A predictable, but interesting aspect of stage gain is that the higher the gain, which can be obtained from a circuit module, the lower the distortion in this which will be due to the input device. This is so because if increasingly small segments are taken from any curve, they will progressively approach more closely to a straight line in their form. This allows a very low THD figure, much less than 0.01% at 2 V rms output, over the frequency range 10 Hz–20 kHz, to be obtained from the simple NPN/PNP feedback pair shown in Figure 9.5, which would have an open loop gain of several thousand. The distortion contributed by Q2 will be relatively low because of the high effective source resistance seen by the Q2 base. A similar low level of distortion is given by the amplifier layout (bipolar transistor with constant current load) described earlier because of the very high stage gain of the amplifying transistor and the consequent utilization of only a very small portion of its Ic/Vb curve.

Figure 9.5. NPN/PNP feedback pair.

9.4. Basic Junction Transistor Circuit Configurations

As in the case of the thermionic valve, there are a number of layouts, in addition to the simple single transistor amplifier shown in Figure 9.4 or the two-stage amplifier of Figure 9.5, that can be used to provide a voltage gain or to perform an impedance transformation function. There is, for example, the grounded base layout of Figure 9.6, which has a very low input impedance, a high output impedance, and a very good HF response. This circuit is far from being only of academic interest in the audio field in that it can provide, for example, a very effective low input impedance amplifier circuit for a moving coil pick-up cartridge. I showed a circuit of this type, dating from about 1980, in an earlier book (Audio Electronics, Newnes, 1995, p. 133).
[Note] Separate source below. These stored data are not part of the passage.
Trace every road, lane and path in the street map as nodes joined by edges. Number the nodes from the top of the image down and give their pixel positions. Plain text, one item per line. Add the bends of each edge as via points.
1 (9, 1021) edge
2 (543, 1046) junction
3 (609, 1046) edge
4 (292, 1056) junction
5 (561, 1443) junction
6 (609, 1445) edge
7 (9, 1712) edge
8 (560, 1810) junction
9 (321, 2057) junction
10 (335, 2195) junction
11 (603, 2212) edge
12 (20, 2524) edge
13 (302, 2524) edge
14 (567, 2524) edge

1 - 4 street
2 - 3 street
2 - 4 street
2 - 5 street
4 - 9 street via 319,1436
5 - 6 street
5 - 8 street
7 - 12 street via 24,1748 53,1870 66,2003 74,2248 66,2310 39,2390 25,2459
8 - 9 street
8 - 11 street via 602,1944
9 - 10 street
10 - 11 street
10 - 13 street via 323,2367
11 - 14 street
Figure 9.6. Grounded base stage.

The cascode layout is also used very widely as a voltage amplifier stage, using a circuit arrangement of the kind shown in Figure 9.7(a). As in the case of the valve amplifier stage, this circuit gives very good input/output isolation and an excellent HF performance due to its freedom from capacitative feedback from output to input. It can also be rearranged, as shown in Figure 9.7(b), so that the input stage acts as an emitter–follower, which gives a very high input impedance.
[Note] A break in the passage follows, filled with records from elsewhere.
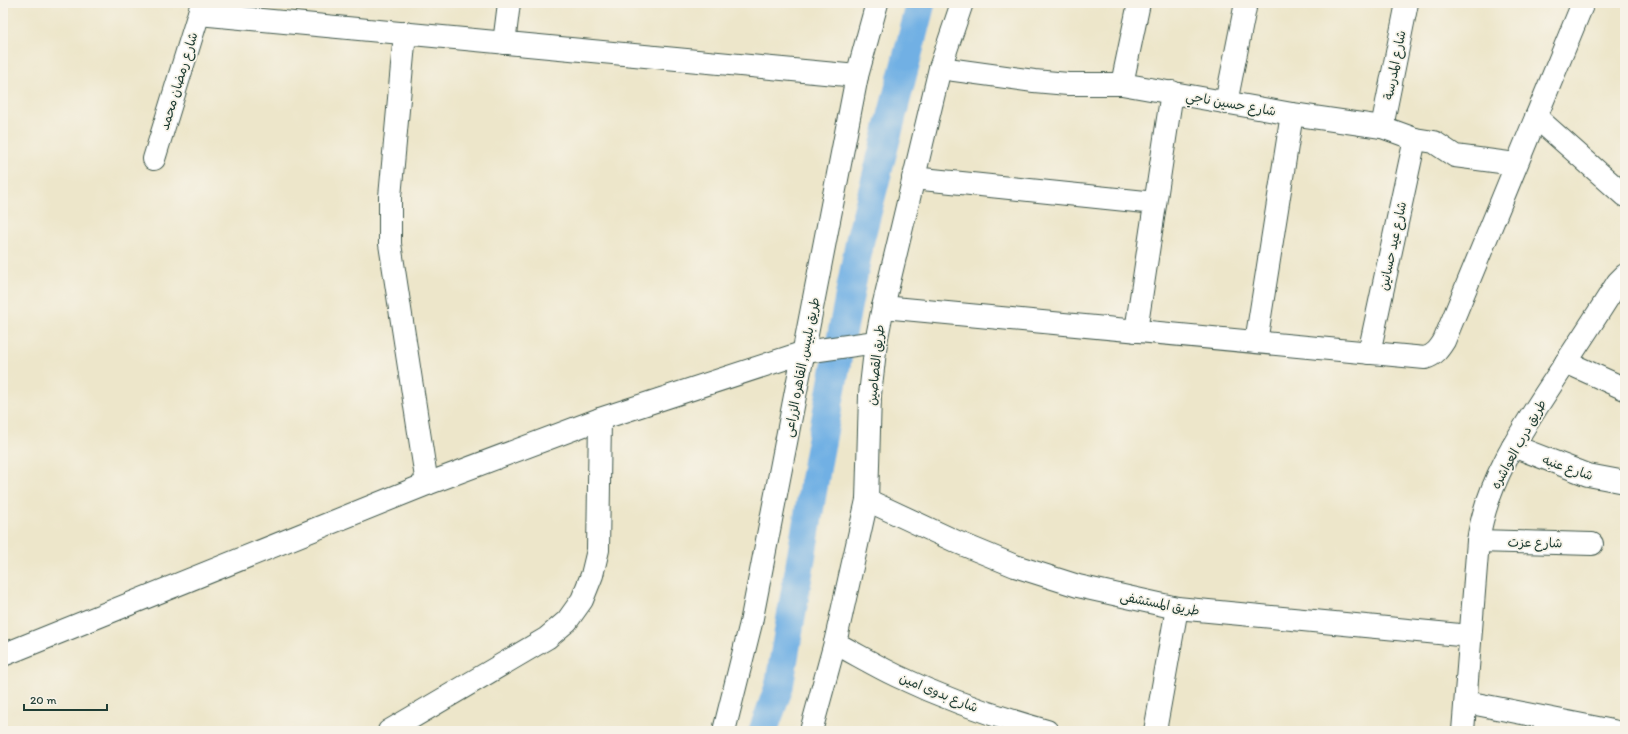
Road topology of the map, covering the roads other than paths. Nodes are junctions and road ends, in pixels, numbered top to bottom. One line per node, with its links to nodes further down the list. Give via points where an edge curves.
1 (509, 3): 10 (street)
2 (877, 3): 12 (street, طريق بلبيس, القاهره الزراعى)
3 (962, 3): 11 (street, طريق القصاصين)
4 (1139, 3): 13 (street)
5 (1246, 3): 15 (street)
6 (1407, 3): 18 (street, شارع المدرسة)
7 (1583, 3): 17 (street)
8 (200, 8): 9 (street); 20 (street, شارع رمضان محمد)
9 (405, 33): 10 (street); 37 (street, via 390,197 390,244)
10 (504, 43): 12 (street)
11 (940, 68): 13 (street, شارع حسين ناجي, via 1068,84); 22 (street, طريق القصاصين)
12 (857, 76): 30 (street, طريق بلبيس, القاهره الزراعى)
13 (1122, 84): 14 (street, شارع حسين ناجي)
14 (1172, 92): 15 (street, شارع حسين ناجي); 24 (street)
15 (1226, 102): 16 (street, شارع حسين ناجي)
16 (1292, 114): 18 (street, شارع حسين ناجي); 28 (street)
17 (1536, 117): 21 (street); 23 (street)
18 (1382, 127): 19 (street, شارع حسين ناجي)
19 (1415, 139): 21 (street, شارع حسين ناجي, via 1434,142 1455,156); 31 (street, شارع عيد حسانين)
20 (154, 159)
21 (1516, 164): 31 (street, via 1440,347 1425,358)
22 (913, 178): 24 (street); 26 (street, طريق القصاصين)
23 (1625, 196)
24 (1155, 204): 27 (street)
25 (1625, 275): 32 (street, طريق درب العواشره)
26 (883, 307): 27 (street); 29 (street, طريق القصاصين)
27 (1136, 331): 28 (street)
28 (1256, 342): 31 (street)
29 (870, 343): 30 (street); 38 (street, طريق القصاصين)
30 (812, 351): 34 (street); 47 (street, طريق بلبيس, القاهره الزراعى)
31 (1369, 353)
32 (1566, 362): 33 (street); 35 (street, طريق درب العواشره)
33 (1625, 389)
34 (600, 419): 37 (street); 46 (street, via 598,550 582,600 566,621 547,638)
35 (1513, 446): 36 (street, شارع عنبه, via 1588,475); 39 (street, طريق درب العواشره, via 1486,504)
36 (1625, 482)
37 (427, 484): 44 (street)
38 (867, 500): 41 (street, طريق المستشفى, via 1015,566 1078,586); 43 (street, طريق القصاصين)
39 (1478, 541): 40 (street, شارع عزت); 42 (street, طريق درب العواشره)
40 (1592, 544)
41 (1177, 608): 42 (street, طريق المستشفى); 50 (street)
42 (1470, 636): 45 (street, طريق درب العواشره)
43 (835, 643): 48 (street, طريق القصاصين); 49 (street, شارع بدوى امين, via 897,676 959,702)
44 (3, 655)
45 (1466, 702): 51 (street, طريق درب العواشره); 52 (street)
46 (389, 731)
47 (724, 731)
48 (811, 731)
49 (1047, 731)
50 (1155, 731)
51 (1463, 731)
52 (1613, 731)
Figure 9.7. Cascode layouts.

The long-tailed pair layout, shown in its simplest form in Figure 9.8(a), gives a very good input/output isolation; also, because it is of its nature a push–pull layout, it gives a measure of reduction in even-order harmonic distortion. Its principal advantage, and the reason why this layout is normally used, is that it allows, if the tail resistor (R1) is returned to a –ve supply rail, both of the input signal ports to be referenced to the 0-V line—a feature that is enormously valuable in DC amplifying systems. The designer may sometimes seek to improve the performance of the circuit block by using a high impedance (active) tail in place of a simple resistor, as shown in Figure 9.8(b). This will lessen the likelihood of unwanted signal breakthrough from the –ve supply rail, as well as ensuring a greater degree of dynamic balance, and signal transfer, between the two halves.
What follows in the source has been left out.